Prima che uno di noi possa rovinare il momento con le parole, gli afferro i capelli e tiro il suo viso verso il mio. Gli bacio velocemente le labbra prima di baciargli il collo. Nella mia limitata ma accurata esperienza nel procurare piacere ad Harry, so che lo spazio sul suo collo proprio sopra la clavicola, lo fa impazzire. Vi pianto baci bagnati e caldi, sentendo il suo corpo muoversi e tendersi appena alzo di nuovo i fianchi verso di lui. La sensazione del suo corpo nudo sul mio, è squisita. Stiamo entrambi già iniziando a sudare, nonostante il fatto che siamo entrambi completamente nudi. Se un piccolo movimento è compiuto, questo sarà portato a un altro livello. Un livello che non sono mai stata pronta a raggiungere, fino ad ora. I muscoli duri di Harry si muovono sotto le sue braccia mentre si struscia lentamente contro di me, gemendo, è troppo per me per resistere.
“Harry..” Gemo mentre lui scivola di nuovo contro di me.
“Sì, piccola?” Smette di muoversi, porto i talloni sulle sue cosce e lo costringo a muoversi di nuovo. Sbatte gli occhi e li chiude. “Cazzo.” Geme.
“Voglio..” Dico.
“Vuoi cosa?” Il suo fiato caldo e pesante contro la mia pelle appiccicaticcia.
“Voglio.. lo sai.” Dico, nonostante la nostra posizione intima, mi ritrovo imbarazzata.
“Oh.” Dice. Smette di muoversi di nuovo e mi guarda negli occhi. Sembra star combattendo una battaglia interna con sé stesso. “Non.. non lo so se è una buona idea..”
Cosa? “Perché?” Lo spingo via da me. Eccoci di nuovo.

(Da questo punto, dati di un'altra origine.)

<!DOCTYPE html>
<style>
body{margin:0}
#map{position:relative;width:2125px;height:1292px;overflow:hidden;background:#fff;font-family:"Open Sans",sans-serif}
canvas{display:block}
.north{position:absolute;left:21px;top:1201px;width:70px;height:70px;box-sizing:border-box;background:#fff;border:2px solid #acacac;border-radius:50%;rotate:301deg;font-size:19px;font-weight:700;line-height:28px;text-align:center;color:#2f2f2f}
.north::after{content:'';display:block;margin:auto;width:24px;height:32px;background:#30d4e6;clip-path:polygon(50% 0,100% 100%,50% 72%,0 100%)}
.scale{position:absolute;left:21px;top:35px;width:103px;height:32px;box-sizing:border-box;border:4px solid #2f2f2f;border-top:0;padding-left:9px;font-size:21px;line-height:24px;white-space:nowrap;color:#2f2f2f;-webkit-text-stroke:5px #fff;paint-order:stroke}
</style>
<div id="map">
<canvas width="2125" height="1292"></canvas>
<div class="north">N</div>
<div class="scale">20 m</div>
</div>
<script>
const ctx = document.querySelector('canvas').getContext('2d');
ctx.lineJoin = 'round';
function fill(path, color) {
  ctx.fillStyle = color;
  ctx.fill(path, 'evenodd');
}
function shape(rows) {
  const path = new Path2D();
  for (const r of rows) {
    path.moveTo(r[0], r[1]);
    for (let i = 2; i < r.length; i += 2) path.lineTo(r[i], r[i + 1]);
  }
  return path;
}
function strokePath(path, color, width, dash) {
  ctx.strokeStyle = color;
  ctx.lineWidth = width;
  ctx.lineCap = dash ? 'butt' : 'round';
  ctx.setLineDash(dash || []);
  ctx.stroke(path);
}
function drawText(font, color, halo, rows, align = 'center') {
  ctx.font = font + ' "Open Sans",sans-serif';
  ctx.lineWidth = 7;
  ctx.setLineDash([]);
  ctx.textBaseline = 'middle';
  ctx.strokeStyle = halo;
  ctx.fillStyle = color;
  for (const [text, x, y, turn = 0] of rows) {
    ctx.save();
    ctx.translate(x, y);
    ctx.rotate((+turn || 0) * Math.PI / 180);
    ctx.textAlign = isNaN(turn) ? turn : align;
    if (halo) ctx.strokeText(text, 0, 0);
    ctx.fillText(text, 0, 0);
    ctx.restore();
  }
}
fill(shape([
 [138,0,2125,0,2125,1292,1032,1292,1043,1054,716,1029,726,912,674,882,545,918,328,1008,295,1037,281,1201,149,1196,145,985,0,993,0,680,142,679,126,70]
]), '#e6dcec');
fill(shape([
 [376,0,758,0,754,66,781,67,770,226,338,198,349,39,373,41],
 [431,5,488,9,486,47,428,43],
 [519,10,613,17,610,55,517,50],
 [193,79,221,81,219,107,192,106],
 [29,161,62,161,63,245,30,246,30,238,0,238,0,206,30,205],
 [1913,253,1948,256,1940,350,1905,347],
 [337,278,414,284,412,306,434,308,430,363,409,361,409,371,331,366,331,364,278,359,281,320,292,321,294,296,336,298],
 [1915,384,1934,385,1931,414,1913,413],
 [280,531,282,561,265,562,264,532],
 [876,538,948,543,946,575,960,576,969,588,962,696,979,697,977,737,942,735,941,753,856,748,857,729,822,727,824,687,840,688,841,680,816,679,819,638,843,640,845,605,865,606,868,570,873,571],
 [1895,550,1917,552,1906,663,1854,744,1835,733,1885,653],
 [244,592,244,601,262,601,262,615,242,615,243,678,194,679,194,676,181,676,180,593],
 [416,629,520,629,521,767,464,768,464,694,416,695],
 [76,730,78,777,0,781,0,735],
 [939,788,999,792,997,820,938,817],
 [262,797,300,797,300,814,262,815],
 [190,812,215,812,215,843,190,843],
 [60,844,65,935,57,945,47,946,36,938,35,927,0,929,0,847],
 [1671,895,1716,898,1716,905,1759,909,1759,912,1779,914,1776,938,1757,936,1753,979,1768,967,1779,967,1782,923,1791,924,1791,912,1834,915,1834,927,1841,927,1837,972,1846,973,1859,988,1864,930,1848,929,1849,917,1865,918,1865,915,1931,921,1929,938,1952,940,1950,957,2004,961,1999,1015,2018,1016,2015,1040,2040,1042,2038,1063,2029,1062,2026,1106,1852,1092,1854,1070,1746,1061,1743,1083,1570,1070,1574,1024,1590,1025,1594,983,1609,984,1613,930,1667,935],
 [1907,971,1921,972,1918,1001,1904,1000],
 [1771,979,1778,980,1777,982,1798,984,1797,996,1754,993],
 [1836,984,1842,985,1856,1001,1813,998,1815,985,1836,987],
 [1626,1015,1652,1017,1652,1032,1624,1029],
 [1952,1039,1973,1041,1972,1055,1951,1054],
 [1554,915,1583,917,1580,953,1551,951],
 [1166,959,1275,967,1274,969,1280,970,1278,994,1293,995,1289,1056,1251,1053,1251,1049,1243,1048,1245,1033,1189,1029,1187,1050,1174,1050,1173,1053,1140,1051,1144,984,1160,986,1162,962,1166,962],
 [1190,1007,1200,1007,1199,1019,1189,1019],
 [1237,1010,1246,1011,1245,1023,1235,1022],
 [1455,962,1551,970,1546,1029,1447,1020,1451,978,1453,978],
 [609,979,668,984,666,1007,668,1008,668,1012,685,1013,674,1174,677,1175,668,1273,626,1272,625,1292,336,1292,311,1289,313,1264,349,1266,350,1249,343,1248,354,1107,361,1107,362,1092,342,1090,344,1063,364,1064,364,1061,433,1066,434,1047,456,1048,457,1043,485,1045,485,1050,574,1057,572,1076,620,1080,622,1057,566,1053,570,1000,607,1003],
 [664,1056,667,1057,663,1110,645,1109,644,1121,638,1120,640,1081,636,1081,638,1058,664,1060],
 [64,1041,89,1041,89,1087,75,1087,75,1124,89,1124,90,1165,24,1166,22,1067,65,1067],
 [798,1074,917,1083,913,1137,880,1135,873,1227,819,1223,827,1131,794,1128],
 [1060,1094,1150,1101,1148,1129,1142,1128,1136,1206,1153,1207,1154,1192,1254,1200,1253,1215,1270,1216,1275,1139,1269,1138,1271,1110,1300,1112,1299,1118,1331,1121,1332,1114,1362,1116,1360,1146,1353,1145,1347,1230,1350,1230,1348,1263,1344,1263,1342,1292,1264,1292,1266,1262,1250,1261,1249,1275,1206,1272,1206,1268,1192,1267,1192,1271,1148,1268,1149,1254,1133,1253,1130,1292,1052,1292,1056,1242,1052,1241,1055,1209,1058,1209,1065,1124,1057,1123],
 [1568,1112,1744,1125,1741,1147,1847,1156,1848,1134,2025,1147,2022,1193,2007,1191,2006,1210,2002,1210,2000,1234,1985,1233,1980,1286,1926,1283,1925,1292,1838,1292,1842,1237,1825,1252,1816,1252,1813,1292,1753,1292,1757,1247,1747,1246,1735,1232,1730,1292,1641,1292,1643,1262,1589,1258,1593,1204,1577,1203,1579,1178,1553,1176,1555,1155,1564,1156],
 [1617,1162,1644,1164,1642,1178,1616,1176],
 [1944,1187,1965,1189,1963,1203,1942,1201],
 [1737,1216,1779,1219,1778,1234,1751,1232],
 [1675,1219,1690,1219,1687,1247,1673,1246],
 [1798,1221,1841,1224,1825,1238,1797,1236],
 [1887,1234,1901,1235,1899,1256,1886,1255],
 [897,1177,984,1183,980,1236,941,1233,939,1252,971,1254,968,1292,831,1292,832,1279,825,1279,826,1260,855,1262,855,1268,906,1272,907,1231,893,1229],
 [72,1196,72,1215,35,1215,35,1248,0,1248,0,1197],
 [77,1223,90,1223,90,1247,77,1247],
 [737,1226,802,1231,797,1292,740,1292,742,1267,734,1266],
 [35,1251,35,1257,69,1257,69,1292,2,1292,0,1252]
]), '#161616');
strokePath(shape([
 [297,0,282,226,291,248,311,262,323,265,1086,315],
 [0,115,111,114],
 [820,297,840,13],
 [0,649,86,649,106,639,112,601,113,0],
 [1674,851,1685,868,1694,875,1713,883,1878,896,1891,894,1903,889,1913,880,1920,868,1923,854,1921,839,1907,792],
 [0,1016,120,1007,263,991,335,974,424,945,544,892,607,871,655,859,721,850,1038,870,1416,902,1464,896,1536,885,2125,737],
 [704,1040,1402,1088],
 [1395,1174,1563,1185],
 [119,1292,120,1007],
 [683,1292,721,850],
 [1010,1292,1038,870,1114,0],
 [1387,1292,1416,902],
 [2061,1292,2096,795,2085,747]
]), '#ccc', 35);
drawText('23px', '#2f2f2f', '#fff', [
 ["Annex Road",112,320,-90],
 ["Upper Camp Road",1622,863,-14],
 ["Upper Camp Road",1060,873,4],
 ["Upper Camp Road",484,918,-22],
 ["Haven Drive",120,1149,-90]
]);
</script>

“No.. no, piccola. Intendo solo per stasera.” Avvolge le braccia intorno a me e mi mette di lato, stendendosi a fianco a me. Non riesco a guardarlo, sono troppo umiliata.

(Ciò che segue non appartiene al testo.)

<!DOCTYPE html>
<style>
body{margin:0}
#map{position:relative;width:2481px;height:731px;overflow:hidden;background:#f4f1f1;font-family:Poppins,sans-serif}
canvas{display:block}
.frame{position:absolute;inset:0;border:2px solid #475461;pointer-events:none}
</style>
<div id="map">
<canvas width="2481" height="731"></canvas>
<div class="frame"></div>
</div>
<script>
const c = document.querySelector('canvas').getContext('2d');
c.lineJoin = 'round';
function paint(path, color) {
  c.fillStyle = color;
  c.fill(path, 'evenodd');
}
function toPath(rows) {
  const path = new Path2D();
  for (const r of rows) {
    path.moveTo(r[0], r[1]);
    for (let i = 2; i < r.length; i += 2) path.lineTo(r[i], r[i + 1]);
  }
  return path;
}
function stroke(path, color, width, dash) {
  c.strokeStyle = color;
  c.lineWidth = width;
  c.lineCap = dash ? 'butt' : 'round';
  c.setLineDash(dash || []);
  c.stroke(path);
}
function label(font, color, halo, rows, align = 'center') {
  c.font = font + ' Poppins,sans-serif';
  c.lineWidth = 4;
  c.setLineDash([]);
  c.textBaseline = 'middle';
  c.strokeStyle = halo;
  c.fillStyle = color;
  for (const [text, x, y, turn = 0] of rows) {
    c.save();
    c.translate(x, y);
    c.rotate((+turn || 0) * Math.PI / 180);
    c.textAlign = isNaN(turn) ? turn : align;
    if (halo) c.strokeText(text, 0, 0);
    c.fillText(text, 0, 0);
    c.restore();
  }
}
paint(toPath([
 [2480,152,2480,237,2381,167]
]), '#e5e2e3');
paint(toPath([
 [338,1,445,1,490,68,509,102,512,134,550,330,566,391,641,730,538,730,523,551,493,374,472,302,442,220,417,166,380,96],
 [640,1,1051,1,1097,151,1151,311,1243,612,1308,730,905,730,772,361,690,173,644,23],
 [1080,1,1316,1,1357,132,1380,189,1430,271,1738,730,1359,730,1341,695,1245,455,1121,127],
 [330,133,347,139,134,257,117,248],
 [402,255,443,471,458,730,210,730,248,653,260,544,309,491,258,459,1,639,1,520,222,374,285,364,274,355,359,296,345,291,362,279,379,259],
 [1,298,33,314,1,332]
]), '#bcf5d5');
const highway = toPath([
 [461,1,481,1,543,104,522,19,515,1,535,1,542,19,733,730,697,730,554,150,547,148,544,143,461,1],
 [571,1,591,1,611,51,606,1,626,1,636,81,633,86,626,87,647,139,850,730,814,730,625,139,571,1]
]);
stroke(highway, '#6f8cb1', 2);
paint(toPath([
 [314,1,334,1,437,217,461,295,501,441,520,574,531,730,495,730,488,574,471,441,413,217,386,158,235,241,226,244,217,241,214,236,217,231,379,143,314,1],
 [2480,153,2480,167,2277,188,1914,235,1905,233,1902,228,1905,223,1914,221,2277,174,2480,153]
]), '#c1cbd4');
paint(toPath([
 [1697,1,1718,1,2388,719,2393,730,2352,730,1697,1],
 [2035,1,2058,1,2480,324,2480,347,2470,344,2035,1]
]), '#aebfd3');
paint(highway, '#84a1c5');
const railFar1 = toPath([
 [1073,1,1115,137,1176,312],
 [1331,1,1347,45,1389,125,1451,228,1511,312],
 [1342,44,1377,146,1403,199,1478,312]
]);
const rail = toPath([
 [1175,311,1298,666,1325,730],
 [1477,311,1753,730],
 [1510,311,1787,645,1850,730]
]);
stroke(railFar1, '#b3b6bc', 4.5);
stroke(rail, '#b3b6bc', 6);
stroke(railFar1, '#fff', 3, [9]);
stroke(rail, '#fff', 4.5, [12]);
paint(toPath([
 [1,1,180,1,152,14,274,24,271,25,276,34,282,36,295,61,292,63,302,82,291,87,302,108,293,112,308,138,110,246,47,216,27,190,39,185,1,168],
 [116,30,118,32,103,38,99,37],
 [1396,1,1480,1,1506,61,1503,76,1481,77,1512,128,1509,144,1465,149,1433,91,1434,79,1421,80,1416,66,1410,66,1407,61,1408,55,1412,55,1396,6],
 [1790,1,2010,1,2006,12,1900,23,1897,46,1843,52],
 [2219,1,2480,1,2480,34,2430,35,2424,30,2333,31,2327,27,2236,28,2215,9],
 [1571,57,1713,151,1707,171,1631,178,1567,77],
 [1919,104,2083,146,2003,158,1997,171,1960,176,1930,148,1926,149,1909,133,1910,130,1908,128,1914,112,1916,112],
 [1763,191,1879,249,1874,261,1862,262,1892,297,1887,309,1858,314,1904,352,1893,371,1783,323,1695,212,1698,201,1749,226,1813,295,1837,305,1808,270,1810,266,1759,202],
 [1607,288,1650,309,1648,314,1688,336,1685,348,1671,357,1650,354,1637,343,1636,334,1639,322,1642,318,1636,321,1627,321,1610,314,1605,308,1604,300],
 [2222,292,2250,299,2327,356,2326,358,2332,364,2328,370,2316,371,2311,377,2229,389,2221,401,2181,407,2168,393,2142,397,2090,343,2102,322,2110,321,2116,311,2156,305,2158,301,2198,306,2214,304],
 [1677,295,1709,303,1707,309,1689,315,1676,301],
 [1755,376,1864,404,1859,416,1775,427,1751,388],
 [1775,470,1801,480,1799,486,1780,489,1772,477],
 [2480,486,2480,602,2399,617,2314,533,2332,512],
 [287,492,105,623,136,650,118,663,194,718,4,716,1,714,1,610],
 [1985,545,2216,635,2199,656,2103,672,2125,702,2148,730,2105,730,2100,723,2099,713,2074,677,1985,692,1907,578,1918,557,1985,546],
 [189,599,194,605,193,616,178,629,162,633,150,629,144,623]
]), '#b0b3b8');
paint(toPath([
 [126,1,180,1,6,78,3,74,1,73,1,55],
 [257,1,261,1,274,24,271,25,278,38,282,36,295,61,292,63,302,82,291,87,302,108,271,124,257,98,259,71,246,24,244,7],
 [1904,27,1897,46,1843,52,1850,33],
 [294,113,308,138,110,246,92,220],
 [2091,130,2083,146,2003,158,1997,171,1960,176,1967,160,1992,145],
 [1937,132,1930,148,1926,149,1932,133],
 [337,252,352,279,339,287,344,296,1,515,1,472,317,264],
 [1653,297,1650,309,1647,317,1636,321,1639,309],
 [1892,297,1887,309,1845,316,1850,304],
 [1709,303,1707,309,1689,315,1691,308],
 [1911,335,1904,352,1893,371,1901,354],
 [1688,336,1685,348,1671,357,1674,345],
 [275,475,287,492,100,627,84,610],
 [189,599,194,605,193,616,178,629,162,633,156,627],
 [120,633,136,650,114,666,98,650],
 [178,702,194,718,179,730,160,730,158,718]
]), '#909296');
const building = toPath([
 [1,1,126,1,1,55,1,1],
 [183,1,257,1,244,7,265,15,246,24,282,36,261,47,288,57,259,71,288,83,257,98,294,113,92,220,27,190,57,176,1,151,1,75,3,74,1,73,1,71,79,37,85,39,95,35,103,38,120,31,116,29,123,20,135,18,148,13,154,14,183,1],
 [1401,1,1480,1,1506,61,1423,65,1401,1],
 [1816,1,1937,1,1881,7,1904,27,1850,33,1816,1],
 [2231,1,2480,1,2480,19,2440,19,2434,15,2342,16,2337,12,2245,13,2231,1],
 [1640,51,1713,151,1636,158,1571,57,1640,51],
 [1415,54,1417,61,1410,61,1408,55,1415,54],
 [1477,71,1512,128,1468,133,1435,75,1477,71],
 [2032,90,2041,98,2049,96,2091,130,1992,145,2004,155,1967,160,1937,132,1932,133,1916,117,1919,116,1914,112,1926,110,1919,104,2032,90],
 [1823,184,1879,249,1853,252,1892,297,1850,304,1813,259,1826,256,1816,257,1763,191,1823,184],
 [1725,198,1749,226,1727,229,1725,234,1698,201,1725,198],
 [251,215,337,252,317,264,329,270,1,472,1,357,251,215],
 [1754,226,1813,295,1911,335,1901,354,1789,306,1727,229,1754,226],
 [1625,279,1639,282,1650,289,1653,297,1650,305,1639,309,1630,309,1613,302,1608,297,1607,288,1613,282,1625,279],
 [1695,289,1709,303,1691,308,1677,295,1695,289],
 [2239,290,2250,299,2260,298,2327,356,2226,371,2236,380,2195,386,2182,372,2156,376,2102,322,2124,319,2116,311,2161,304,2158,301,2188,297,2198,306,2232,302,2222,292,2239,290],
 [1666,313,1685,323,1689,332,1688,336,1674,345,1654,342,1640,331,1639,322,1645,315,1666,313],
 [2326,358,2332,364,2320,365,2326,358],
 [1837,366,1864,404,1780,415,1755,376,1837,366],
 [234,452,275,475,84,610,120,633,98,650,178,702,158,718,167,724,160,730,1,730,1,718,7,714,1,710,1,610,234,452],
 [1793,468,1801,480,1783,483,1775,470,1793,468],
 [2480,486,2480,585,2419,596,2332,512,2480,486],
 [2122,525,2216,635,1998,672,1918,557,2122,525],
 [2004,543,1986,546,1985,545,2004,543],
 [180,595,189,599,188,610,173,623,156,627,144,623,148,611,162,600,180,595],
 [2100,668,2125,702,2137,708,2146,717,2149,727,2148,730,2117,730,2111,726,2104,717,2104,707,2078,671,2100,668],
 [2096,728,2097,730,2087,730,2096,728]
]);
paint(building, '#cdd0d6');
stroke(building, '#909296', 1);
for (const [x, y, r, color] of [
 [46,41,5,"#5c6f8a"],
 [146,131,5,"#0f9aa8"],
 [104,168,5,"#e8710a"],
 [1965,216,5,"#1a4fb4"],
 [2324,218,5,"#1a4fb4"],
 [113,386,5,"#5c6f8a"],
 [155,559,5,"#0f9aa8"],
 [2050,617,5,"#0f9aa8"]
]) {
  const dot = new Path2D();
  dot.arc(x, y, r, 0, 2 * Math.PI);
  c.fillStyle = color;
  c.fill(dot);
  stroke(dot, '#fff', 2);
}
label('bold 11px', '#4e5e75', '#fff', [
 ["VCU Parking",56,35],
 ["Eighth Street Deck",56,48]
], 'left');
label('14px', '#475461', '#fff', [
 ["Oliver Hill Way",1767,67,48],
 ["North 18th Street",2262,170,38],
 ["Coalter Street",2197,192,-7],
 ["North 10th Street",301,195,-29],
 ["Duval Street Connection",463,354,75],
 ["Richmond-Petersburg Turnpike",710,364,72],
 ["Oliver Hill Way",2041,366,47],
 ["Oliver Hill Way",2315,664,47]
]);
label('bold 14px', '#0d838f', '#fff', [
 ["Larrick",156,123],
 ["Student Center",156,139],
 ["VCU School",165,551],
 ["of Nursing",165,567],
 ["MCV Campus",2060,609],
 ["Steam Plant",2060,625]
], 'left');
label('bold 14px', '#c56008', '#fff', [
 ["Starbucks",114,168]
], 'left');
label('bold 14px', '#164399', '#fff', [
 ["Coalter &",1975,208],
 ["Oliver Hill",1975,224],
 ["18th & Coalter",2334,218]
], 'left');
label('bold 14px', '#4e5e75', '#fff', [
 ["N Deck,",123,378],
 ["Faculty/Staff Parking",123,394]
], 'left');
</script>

“Ascolta, guardami.” Dice, alzandomi il mento. “Io voglio farlo, cazzo se voglio farlo. Più di ogni cosa, fidati. Voglio sentirti intorno a me da quando ti ho incontrata, ma io.. io credo solo che dopo tutto quello che è successo oggi e.. voglio solo che tu sia pronta. Intendo pronta in ogni modo, perché una volta che lo facciamo, è fatta. Non puoi riprendertelo.” La mia umiliazione si allevia e lo guardo.
So che ha ragione, so che devo pensarci di più, ma non credo proprio che domani la mia risposta sarà in qualche modo diversa. Dovrei pensarci quando non sono sotto l’influenza del suo corpo nudo che si muove contro di me.

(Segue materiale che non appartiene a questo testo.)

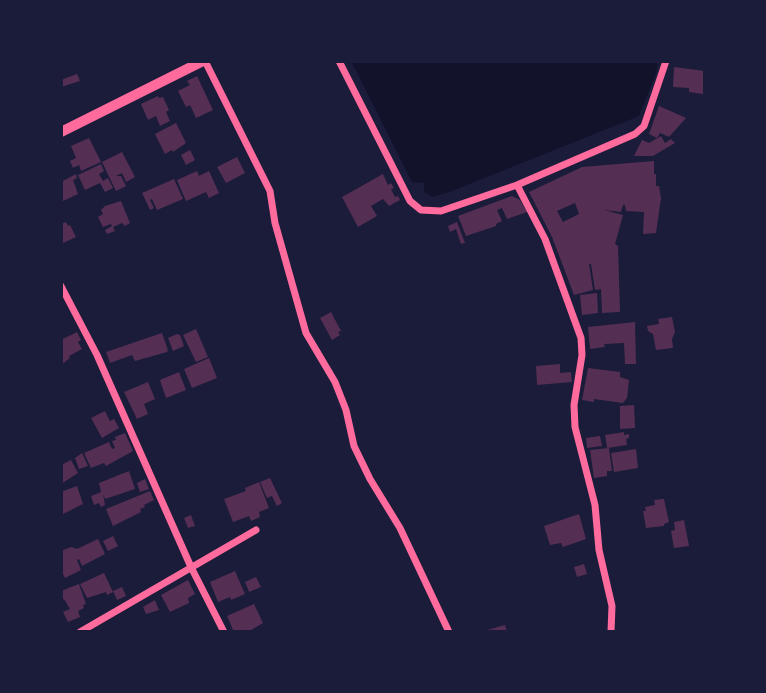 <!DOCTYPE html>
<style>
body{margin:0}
#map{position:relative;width:766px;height:693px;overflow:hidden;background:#1b1b3a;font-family:"Fira Sans Condensed",sans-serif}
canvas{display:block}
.frame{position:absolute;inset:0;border:63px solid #1b1b3a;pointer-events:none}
</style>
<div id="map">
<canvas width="766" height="693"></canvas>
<div class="frame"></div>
</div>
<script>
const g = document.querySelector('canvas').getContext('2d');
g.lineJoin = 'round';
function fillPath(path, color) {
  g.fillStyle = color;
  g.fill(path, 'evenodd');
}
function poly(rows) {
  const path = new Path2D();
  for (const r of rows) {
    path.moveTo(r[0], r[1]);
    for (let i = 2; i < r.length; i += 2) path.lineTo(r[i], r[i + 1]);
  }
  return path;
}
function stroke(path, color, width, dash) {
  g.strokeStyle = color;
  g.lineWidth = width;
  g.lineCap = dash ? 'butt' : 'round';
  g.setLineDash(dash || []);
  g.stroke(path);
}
fillPath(poly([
 [351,61,658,61,656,73,639,116,452,191,433,197,424,192,424,183,412,182]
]), '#12122b');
fillPath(poly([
 [674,67,705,71,703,94,689,92,689,88,673,87],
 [77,74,80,81,61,87,61,80],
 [197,76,213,110,196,118,190,105,186,107,178,91,190,85,187,81],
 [158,96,159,98,163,97,169,110,166,112,170,121,160,126,156,116,148,120,141,104],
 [659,106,686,118,669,137,660,133,657,138,649,134],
 [176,123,186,143,173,152,172,150,165,154,155,134],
 [661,136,665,143,671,139,675,143,653,156,634,156,642,140,649,143],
 [89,138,101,162,81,171,79,165,73,168,70,161,76,158,71,146],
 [190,150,195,160,186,165,181,155],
 [122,152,135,177,126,182,122,173,116,176,121,176,126,186,116,191,102,162],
 [237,157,245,173,226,183,217,167],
 [654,161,654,174,656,174,656,186,659,186,661,198,656,233,643,234,644,212,626,211,625,205,623,205,621,212,604,210,623,215,615,244,618,246,620,312,602,313,601,289,595,290,591,264,589,264,593,290,574,295,552,237,529,192,582,167],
 [575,203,579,214,563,222,557,211],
 [101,164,104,171,99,174,103,181,108,178,113,188,105,192,100,183,85,190,78,175],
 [197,171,199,176,209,171,219,193,209,198,206,192,186,201,177,180],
 [76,174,77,178,73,180,78,194,61,202,61,182],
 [383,174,388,185,391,183,394,188,391,189,395,197,398,196,400,200,389,206,383,199,371,206,377,216,358,227,342,197],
 [174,179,183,199,157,210,152,199,150,200,154,208,150,210,142,193],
 [512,196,520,200,527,212,507,219,502,208,497,210,502,221,496,224,496,226,466,236,458,216],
 [121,201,130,223,125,226,122,223,113,227,115,231,107,234,105,230,112,226,111,224,103,227,98,217,103,214,101,210,105,206],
 [66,222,68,226,70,225,76,237,61,244,61,224],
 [457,222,465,243,461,244,456,229,450,232,448,226],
 [597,293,598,313,582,315,580,295],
 [331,312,341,331,338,332,340,335,332,340,320,318],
 [672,317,675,332,672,339,673,348,656,350,653,334,648,331,647,326,659,324,658,319],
 [635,322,636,364,625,364,624,343,604,344,605,347,590,349,588,327],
 [196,329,208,357,196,362,183,335],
 [77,332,81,340,78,342,82,349,69,356,70,358,61,365,61,340],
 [162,333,168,350,167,352,135,361,132,355,110,363,106,352],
 [177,334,180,335,184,346,173,351,168,338],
 [209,358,217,378,192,388,184,369],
 [560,364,560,373,571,372,572,382,537,385,536,366],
 [588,368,620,372,620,377,629,380,627,398,623,403,594,399,594,402,582,400],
 [179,372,186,390,166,398,160,380],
 [148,382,155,399,144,404,148,414,137,419,124,392],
 [634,405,635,428,620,429,620,406],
 [105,411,110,421,114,419,119,428,102,438,91,418],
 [624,432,624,435,629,434,629,438,626,439,627,445,607,448,605,435],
 [125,433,133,451,106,466,104,463,91,468,84,453,109,442,112,449,115,448,112,441,116,440,115,437],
 [600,436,602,446,587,448,586,438],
 [609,448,612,471,607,471,607,476,594,478,590,450],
 [636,449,638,468,614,472,611,453],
 [82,453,88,466,79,469,75,458],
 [71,460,78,473,61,484,61,465],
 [129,471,135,489,105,499,103,494,105,505,101,507,99,503,94,505,91,496,101,492,99,483],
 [270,478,282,503,277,506,272,496,267,498,260,482],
 [145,479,149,489,140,492,137,483],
 [259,482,269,508,259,512,260,517,251,521,249,516,233,522,224,499,246,491,245,488],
 [77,486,83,504,63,514,61,492],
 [150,491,154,500,144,505,145,507,140,509,141,512,113,526,106,509],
 [662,499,664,499,669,522,664,524,664,526,646,528,643,511,646,511,645,507,655,505,654,500],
 [579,514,586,539,563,547,561,543,550,545,544,526],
 [191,515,195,526,188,528,184,518],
 [684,520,689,546,674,548,671,531,675,530,674,522],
 [113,536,118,546,108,551,103,541],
 [98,539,105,554,82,566,79,559,77,560,81,570,65,578,63,574,61,575,61,551,71,547,77,549],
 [584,564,587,574,577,577,574,567],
 [235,571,245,594,231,600,230,597,218,602,210,582],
 [104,573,113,592,107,595,106,592,87,598,80,584],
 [256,577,261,587,249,592,245,582],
 [188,580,195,594,188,598,189,603,170,612,161,595],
 [79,584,86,604,83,605,84,608,78,611,80,617,68,622,63,612,70,609,64,599,61,601,61,591],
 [122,587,126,596,117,600,113,591],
 [155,600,159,610,146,614,143,607],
 [254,604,263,623,248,632,234,632,227,616],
 [505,625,507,632,484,632,484,631]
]), '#542f53');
stroke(poly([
 [205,61,270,191,275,223,306,333,335,382,346,410,354,446,370,479,400,528,449,632],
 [339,61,410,201,421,210,441,211,517,185,635,134,644,126,666,61],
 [517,185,545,239,581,338,582,355,574,405,575,427,595,505,599,550,612,606,611,632],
 [61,286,97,355,191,567,224,632],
 [80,632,256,530]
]), '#ff6b9d', 7);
stroke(poly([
 [61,132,203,61]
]), '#ff6b9d', 10);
</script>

“Non essere arrabbiata con me, per favore, pensaci solo un po’ e se sei sicura che è quello che vuoi fare, ti scoperò con piacere. Ancora e ancora, quando e dove vuoi. Voglio..”
“Okay! Okay!” Alzo la mano per coprirgli la bocca. Ride contro il mio palmo e fa spallucce come a dire “tanto per dire”.
Quando tolgo la mano dalla sua bocca, mi morde scherzosamente il palmo e mi attira a lui. “Immagino di dovermi mettere qualcosa addosso, così che non sei tanto tentata.” Mi stuzzica, facendomi arrossire.
Non riesco a decidere quale aspetto è più sorprendente, il fatto che ho appena suggerito che facessimo sesso, o il fatto che lui ha abbastanza rispetto per me, da rifiutarmi.
“Ma, prima, lascia che ti faccia sentire bene.” Mormora e mi fa girare di schiena in un movimento veloce. Arriccia le labbra tra le mie gambe e nel giro di minuti, le gambe mi tremano e mi copro la bocca con la mano per trattenermi dall’urlare il suo nome.